Most Disappointing Releases of 2019
Of course, every year so many albums are released, so some inevitably fail to live up to our expectations. I like to write about these albums because I think such a practice is productive as a way of reflecting on our personal aesthetic choices and preferences and thereby learning more about ourselves. Indeed, opinions like these always say more about the listener than the artist.
Typically I do not award “Choice Tracks” to my Disappointing Releases, but this year there are multiple entries that include one or two exceptionally good songs (although apparently these songs are not good enough to redeem the work as a whole). I will also say the following releases are in no particular order. Please bear these things in mind while reading.
Flying Lotus – Flamagra
Theoretically, Flamagra is an incredible album: it contains Flylo’s most diverse cast of collaborators to date; it synthesizes many of his previous styles to create something new and forward-looking; and its many tracks are tied together by a central theme. Unfortunately in practice these characteristics work against the album: all the features make it feel more like a showcase of different artists than one cohesive whole (much like Humanz); the album’s synthesized styles feel less fresh, original, and relevant than any of Flying Lotus’s other work; and in order to tie such a sprawling spectrum of tracks together, the theme is mostly superficial and nominal: it’s the fire album. Consequently Flamagra mostly works as a compilation of ideas Flylo has had during the five year interval since the spectacular You’re Dead, and like any good compilation, there are excellent moments, but those moments are never brought together as adroitly as on Flylo’s previous releases. Thus despite the obviously wonderful aspects of Flamagra, it still felt quite disappointing to me.

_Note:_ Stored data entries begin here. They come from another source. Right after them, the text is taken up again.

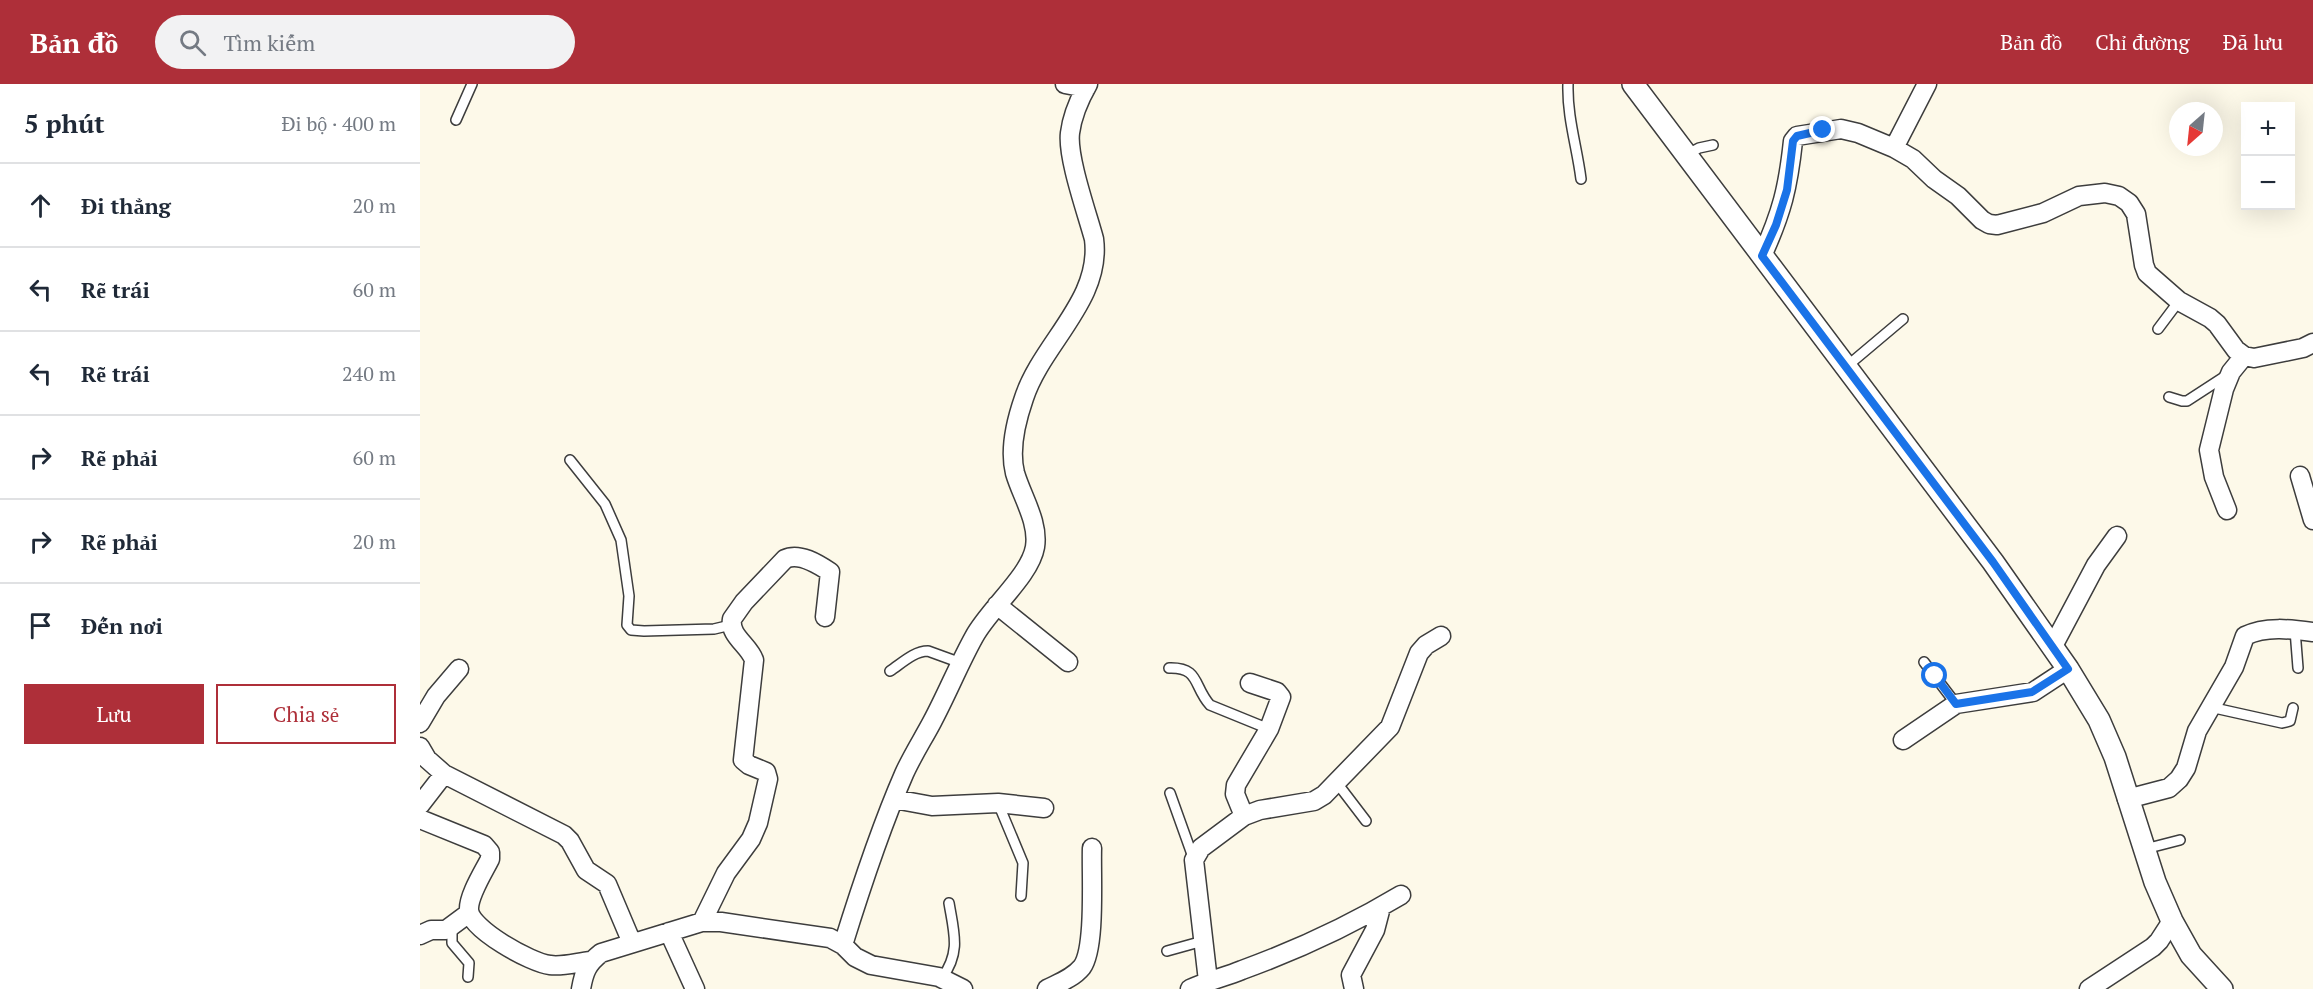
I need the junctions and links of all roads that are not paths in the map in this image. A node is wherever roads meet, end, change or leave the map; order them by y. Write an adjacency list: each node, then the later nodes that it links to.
1 (472, 84): 7 (lane)
2 (1065, 84): 6 (street)
3 (1568, 84): 11 (lane)
4 (1633, 84): 10 (street)
5 (1927, 84): 9 (street)
6 (1087, 86): 26 (street)
7 (456, 120)
8 (1713, 145): 10 (lane)
9 (1894, 148): 12 (street); 13 (street)
10 (1686, 154): 12 (street)
11 (1581, 179)
12 (1762, 256): 18 (street)
13 (2179, 301): 15 (lane); 17 (street)
14 (1903, 319): 18 (lane)
15 (2157, 329)
16 (2313, 343): 17 (street)
17 (2244, 356): 19 (street)
18 (1846, 367): 31 (street)
19 (2231, 372): 20 (lane); 23 (street)
20 (2169, 397)
21 (570, 460): 28 (lane)
22 (2300, 476): 24 (street)
23 (2228, 510)
24 (2313, 520)
25 (2117, 536): 31 (street)
26 (997, 605): 32 (street); 34 (street)
27 (825, 617): 28 (street)
28 (731, 625): 69 (street)
29 (2304, 631): 36 (lane); 42 (street)
30 (1441, 636): 49 (street)
31 (2053, 646): 38 (street)
32 (1068, 662)
33 (1924, 662): 41 (lane)
34 (961, 663): 39 (lane); 52 (street)
35 (1169, 668): 45 (lane)
36 (2298, 668)
37 (459, 669): 44 (street)
38 (2068, 669): 41 (street); 51 (street)
39 (890, 671)
40 (1250, 683): 45 (street)
41 (1956, 704): 46 (street)
42 (2210, 707): 43 (lane); 51 (street)
43 (2293, 708)
44 (420, 723)
45 (1269, 729): 56 (street)
46 (1903, 740)
47 (420, 747): 48 (street)
48 (444, 774): 54 (street); 74 (street)
49 (1337, 783): 56 (street); 58 (lane)
50 (1170, 793): 62 (lane)
51 (2127, 799): 61 (street)
52 (894, 800): 53 (street); 75 (street)
53 (998, 803): 55 (street); 64 (lane)
54 (420, 805)
55 (1044, 808)
56 (1244, 816): 62 (street)
57 (420, 819): 67 (street)
58 (1366, 821)
59 (2180, 840): 61 (lane)
60 (1092, 848): 84 (street)
61 (2144, 850): 68 (street)
62 (1194, 860): 73 (street)
63 (1401, 895): 66 (street)
64 (1021, 896)
65 (949, 903): 79 (lane)
66 (1381, 907): 80 (street); 86 (street)
67 (469, 913): 70 (street); 77 (street)
68 (2172, 921): 87 (street); 88 (street)
69 (702, 922): 71 (street); 75 (street)
70 (452, 927): 72 (street); 78 (lane)
71 (669, 932): 74 (street); 82 (street)
72 (420, 935)
73 (1203, 941): 76 (lane); 80 (street)
74 (632, 943): 77 (street)
75 (843, 945): 79 (street)
76 (1167, 951)
77 (591, 961): 81 (street)
78 (468, 977)
79 (942, 978): 83 (street)
80 (1208, 981): 85 (street)
81 (581, 989)
82 (695, 989)
83 (963, 989)
84 (1047, 989)
85 (1190, 989)
86 (1354, 989)
87 (2089, 989)
88 (2222, 989)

Exceptional Tracks: “Post Requisite,” “More,” “Spontaneous,” “Takashi,” “Black Balloons Reprise,” “Remind U,” “FF4”
You can read more about Flamagra on its website.
Lamb – The Secret of Letting Go
Lamb no longer feels like outsider pop they once were. The Secret of Letting Go sounds like a surrender to the forces of mainstream demand, perhaps brought about by Andy Barlow’s recent collaboration with U2. But whatever the cause, I don’t like it very much at all. There are decent tracks on this album, but frankly even they don’t match any of Lamb’s earlier work.
You can read more about Lamb on their website.
MONO – Nowhere Now Here
Like Flamagra, Nowhere Now Here is by no means a bad album, but when you consider the hype generated by the success of their last album and their return to working with producer Steve Albini and announcement that one of the songs would be the first time MONO would incorporate vocals—when one considers all of that, I think it’s pretty apparent how much of a let down this is. The single and vocal track are too repetitive and dynamically monotonous. Some of the best moments have unintentional mic overloads. The vocals are… well. That said there are a few absolutely incredible tracks, so please check out the ones listed below.
Exceptional Tracks: “Nowhere, Now Here,” “Sorrow,” “Meet Us Where the Night Ends”
Plaid – Polymer
Although Polymer is clearly interesting in terms of its political theme, and its sound engineering is, like all Plaid albums, incredible—I found the composition of the songs (mostly loop based and underdeveloped) rather dull relative to their previous two albums. This despite the compelling structural potential prompted by the premise: electronic music talking about the current British political climate and of course the global climate. That said I have multiple friends who put this on their Best of 2019 lists, so maybe there’s just something I’m not getting. Please feel free to comment if you have any thoughts.
Exceptional Tracks: “Maru,” “Dancers,” “Nurula,” “Recall,” “Crown Shy”
Check out all the weird things they’ve got going on over at the Plaid website.
Bon Iver – i, i
Bon Iver basically compromised all of the interesting electronic things about 22, A Million for his new record. The only positive improvement made appears to be in the lyrics, which are now touchingly political instead of harrowingly personal. Unfortunately this wasn’t enough to keep me interested.
As you might expect, the Bon Iver website is as freaky as the artwork.